Pierwszy w Polsce korpokryminał!

Fragment książki

ROZDZIAŁ 2

– Gotowa? – Basia ponagliła koleżankę z pokoju obok. – Pora iść, zaraz ktoś się przychrzani, że się spóźniłyśmy na kolację.

– Jest z tobą Anka? – spytała w odpowiedzi Magda. – Nie widziałam jej od obiadu.

– Nie wiem, gdzie ona jest. Może poszła na spacer, jest tak przyjemnie ciepło. Albo jest już na dole i pałaszuje kolację – zauważyła Basia. – Wiesz, jakim jest żarłokiem.

– Właśnie, ona ciągle coś je, zauważyłaś?

– Ja nawet po powrocie z urlopu myślałam, że jest w ciąży!

– Anka jest w ciąży? – Magda zatrzymała się nagle, przerywając grzebanie w swojej przepastnej torbie. Torba była wielka i nie miała żadnych wewnętrznych przegródek, więc znalezienie w niej czegokolwiek graniczyło z cudem. Była jednak modna i bardzo droga, więc to, czy była praktyczna, zeszło na dalszy plan.

– Nie. Myślałam, że jest, bo miała ostatnio wystający brzuch. No, może to tylko taki nietwarzowy strój...

– Chyba raczej nie-brzuchowy? Swoją drogą, ona naprawdę ciągle żre.

– Daj spokój.
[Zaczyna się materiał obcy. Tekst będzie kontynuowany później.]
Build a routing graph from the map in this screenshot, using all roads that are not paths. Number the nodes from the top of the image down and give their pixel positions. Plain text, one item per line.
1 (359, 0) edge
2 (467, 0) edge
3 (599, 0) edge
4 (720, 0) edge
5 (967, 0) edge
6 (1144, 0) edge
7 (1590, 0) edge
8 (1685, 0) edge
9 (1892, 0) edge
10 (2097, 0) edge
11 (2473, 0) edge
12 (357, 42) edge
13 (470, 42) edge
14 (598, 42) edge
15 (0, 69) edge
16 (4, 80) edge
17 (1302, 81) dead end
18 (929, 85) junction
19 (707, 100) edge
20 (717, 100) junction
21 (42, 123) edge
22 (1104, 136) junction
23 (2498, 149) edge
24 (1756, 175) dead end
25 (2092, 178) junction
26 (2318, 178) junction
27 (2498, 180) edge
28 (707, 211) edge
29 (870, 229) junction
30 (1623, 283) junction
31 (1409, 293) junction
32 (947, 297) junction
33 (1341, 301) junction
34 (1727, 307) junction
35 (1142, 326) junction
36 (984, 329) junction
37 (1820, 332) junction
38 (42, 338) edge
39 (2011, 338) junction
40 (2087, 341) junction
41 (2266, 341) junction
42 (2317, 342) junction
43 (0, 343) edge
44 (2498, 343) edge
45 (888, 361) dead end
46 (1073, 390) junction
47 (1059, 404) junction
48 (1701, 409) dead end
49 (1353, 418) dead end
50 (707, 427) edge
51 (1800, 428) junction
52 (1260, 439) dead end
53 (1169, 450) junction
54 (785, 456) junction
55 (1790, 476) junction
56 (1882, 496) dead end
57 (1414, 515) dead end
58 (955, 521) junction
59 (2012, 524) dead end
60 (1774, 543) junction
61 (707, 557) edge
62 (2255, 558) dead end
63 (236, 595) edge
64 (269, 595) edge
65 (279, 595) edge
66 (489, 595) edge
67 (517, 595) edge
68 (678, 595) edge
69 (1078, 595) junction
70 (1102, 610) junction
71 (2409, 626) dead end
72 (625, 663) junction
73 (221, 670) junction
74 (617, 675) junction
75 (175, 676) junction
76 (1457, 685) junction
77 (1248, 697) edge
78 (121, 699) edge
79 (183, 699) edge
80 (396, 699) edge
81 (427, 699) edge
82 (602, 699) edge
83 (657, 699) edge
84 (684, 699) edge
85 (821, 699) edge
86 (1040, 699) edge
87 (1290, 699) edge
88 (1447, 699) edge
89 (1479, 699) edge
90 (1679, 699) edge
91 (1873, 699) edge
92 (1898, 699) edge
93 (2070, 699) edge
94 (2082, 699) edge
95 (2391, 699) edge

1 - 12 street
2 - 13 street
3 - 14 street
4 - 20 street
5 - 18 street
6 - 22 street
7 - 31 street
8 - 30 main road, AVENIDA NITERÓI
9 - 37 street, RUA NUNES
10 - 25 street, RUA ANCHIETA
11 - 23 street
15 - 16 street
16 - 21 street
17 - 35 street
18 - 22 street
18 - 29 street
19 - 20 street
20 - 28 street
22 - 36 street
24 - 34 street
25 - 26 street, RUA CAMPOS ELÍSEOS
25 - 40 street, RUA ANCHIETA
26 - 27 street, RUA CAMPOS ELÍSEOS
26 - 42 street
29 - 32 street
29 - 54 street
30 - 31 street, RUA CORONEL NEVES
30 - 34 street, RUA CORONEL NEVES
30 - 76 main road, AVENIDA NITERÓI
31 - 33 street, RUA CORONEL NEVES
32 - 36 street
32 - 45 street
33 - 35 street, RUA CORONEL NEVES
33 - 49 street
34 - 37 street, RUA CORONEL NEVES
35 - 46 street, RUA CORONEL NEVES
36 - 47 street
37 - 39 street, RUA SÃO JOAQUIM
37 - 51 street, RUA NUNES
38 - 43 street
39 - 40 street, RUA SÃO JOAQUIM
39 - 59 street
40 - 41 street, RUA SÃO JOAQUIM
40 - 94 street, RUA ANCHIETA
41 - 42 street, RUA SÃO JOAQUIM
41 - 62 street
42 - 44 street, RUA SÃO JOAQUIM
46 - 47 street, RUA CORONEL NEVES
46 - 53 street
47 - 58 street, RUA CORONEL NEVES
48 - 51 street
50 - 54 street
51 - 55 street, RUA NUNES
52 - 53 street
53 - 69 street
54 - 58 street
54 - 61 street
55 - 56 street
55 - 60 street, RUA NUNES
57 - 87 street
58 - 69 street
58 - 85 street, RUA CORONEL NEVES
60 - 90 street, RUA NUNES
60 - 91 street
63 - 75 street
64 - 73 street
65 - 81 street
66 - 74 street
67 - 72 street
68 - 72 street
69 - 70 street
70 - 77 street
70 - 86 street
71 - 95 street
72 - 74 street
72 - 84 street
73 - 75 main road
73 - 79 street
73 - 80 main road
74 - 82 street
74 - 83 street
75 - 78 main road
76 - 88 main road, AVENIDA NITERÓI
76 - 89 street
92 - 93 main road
Jesteś wstrętną plotkarą i tyle – skarciła koleżankę Basia, poprawiając pasek przy obcisłych spodniach podkreślających jej zgrabną sylwetkę.

– Może i jestem plotkarą, ale Anka ma grubą dupę – skwitowała koleżanka, wyciągając wreszcie z torby złotego iPhone'a.

Basia czasami nie rozumiała Magdy, choć znały się i lubiły od wielu lat. Magda zawsze wszystko komentowała. Co tu dużo mówić, była pierwszą plotkarą w firmie. Basi przeszkadzała ta cecha, jednak po wielu nieudanych próbach zaniechała uwag na temat jej plotkowania. Nieraz jednak musiała ratować sytuację i tuszować gafy spowodowane niewyparzonym językiem koleżanki.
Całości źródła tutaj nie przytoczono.